### ASSIGNMENT
The data must be returned exactly. No line may be left out.

### DATASET CONTENT
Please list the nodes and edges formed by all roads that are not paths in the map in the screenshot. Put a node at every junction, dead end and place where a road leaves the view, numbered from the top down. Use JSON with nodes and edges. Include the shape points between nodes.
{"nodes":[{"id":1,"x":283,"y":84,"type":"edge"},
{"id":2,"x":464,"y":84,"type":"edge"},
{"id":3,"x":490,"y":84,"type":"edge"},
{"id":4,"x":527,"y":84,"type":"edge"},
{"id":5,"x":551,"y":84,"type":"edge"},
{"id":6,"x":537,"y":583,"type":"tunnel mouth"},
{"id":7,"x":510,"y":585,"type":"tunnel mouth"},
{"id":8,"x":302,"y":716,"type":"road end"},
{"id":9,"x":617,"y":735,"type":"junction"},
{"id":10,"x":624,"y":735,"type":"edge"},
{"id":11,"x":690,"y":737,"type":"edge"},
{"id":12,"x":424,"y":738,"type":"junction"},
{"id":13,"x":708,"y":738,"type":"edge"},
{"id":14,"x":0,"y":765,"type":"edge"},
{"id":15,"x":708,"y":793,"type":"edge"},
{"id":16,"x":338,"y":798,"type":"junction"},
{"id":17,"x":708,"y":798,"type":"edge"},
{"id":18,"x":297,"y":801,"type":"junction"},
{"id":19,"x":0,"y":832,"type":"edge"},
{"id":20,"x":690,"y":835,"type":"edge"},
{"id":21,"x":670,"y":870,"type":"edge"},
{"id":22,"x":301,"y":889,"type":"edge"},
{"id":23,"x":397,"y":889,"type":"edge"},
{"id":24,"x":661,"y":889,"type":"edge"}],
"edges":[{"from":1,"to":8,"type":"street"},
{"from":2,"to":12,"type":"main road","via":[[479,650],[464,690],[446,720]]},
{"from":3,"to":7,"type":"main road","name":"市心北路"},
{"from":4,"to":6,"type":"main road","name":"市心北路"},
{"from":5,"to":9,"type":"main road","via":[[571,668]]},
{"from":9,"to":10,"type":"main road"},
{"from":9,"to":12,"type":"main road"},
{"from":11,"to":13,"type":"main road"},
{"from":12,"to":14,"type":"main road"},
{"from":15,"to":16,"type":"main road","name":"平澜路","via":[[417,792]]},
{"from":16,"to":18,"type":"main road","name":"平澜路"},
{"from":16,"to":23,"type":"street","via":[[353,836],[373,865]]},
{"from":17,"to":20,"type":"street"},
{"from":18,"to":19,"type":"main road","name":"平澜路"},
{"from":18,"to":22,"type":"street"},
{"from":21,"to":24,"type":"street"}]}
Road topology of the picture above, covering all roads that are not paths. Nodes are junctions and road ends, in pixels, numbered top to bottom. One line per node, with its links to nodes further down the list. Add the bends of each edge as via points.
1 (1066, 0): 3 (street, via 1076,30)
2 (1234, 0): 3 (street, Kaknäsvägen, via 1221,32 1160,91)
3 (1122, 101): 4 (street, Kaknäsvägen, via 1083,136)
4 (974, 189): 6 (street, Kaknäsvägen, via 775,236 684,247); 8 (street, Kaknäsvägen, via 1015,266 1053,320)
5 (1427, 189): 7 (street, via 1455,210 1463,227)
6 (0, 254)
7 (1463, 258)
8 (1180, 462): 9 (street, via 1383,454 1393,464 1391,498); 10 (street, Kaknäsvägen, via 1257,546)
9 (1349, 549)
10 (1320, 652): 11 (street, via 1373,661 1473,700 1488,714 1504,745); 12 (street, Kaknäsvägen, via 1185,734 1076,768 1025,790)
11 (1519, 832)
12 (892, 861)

### EXERCISE RESPONSE
Please list the nodes and edges formed by all roads that are not paths in the map in the screenshot. Put a node at every junction, dead end and place where a road leaves the view, numbered from the top down. Use JSON with nodes and edges. Include the shape points between nodes.
{"nodes":[{"id":1,"x":283,"y":84,"type":"edge"},
{"id":2,"x":464,"y":84,"type":"edge"},
{"id":3,"x":490,"y":84,"type":"edge"},
{"id":4,"x":527,"y":84,"type":"edge"},
{"id":5,"x":551,"y":84,"type":"edge"},
{"id":6,"x":537,"y":583,"type":"tunnel mouth"},
{"id":7,"x":510,"y":585,"type":"tunnel mouth"},
{"id":8,"x":302,"y":716,"type":"road end"},
{"id":9,"x":617,"y":735,"type":"junction"},
{"id":10,"x":624,"y":735,"type":"edge"},
{"id":11,"x":690,"y":737,"type":"edge"},
{"id":12,"x":424,"y":738,"type":"junction"},
{"id":13,"x":708,"y":738,"type":"edge"},
{"id":14,"x":0,"y":765,"type":"edge"},
{"id":15,"x":708,"y":793,"type":"edge"},
{"id":16,"x":338,"y":798,"type":"junction"},
{"id":17,"x":708,"y":798,"type":"edge"},
{"id":18,"x":297,"y":801,"type":"junction"},
{"id":19,"x":0,"y":832,"type":"edge"},
{"id":20,"x":690,"y":835,"type":"edge"},
{"id":21,"x":670,"y":870,"type":"edge"},
{"id":22,"x":301,"y":889,"type":"edge"},
{"id":23,"x":397,"y":889,"type":"edge"},
{"id":24,"x":661,"y":889,"type":"edge"}],
"edges":[{"from":1,"to":8,"type":"street"},
{"from":2,"to":12,"type":"main road","via":[[479,650],[464,690],[446,720]]},
{"from":3,"to":7,"type":"main road","name":"市心北路"},
{"from":4,"to":6,"type":"main road","name":"市心北路"},
{"from":5,"to":9,"type":"main road","via":[[571,668]]},
{"from":9,"to":10,"type":"main road"},
{"from":9,"to":12,"type":"main road"},
{"from":11,"to":13,"type":"main road"},
{"from":12,"to":14,"type":"main road"},
{"from":15,"to":16,"type":"main road","name":"平澜路","via":[[417,792]]},
{"from":16,"to":18,"type":"main road","name":"平澜路"},
{"from":16,"to":23,"type":"street","via":[[353,836],[373,865]]},
{"from":17,"to":20,"type":"street"},
{"from":18,"to":19,"type":"main road","name":"平澜路"},
{"from":18,"to":22,"type":"street"},
{"from":21,"to":24,"type":"street"}]}
Road topology of the picture above, covering all roads that are not paths. Nodes are junctions and road ends, in pixels, numbered top to bottom. One line per node, with its links to nodes further down the list. Add the bends of each edge as via points.
1 (1066, 0): 3 (street, via 1076,30)
2 (1234, 0): 3 (street, Kaknäsvägen, via 1221,32 1160,91)
3 (1122, 101): 4 (street, Kaknäsvägen, via 1083,136)
4 (974, 189): 6 (street, Kaknäsvägen, via 775,236 684,247); 8 (street, Kaknäsvägen, via 1015,266 1053,320)
5 (1427, 189): 7 (street, via 1455,210 1463,227)
6 (0, 254)
7 (1463, 258)
8 (1180, 462): 9 (street, via 1383,454 1393,464 1391,498); 10 (street, Kaknäsvägen, via 1257,546)
9 (1349, 549)
10 (1320, 652): 11 (street, via 1373,661 1473,700 1488,714 1504,745); 12 (street, Kaknäsvägen, via 1185,734 1076,768 1025,790)
11 (1519, 832)
12 (892, 861)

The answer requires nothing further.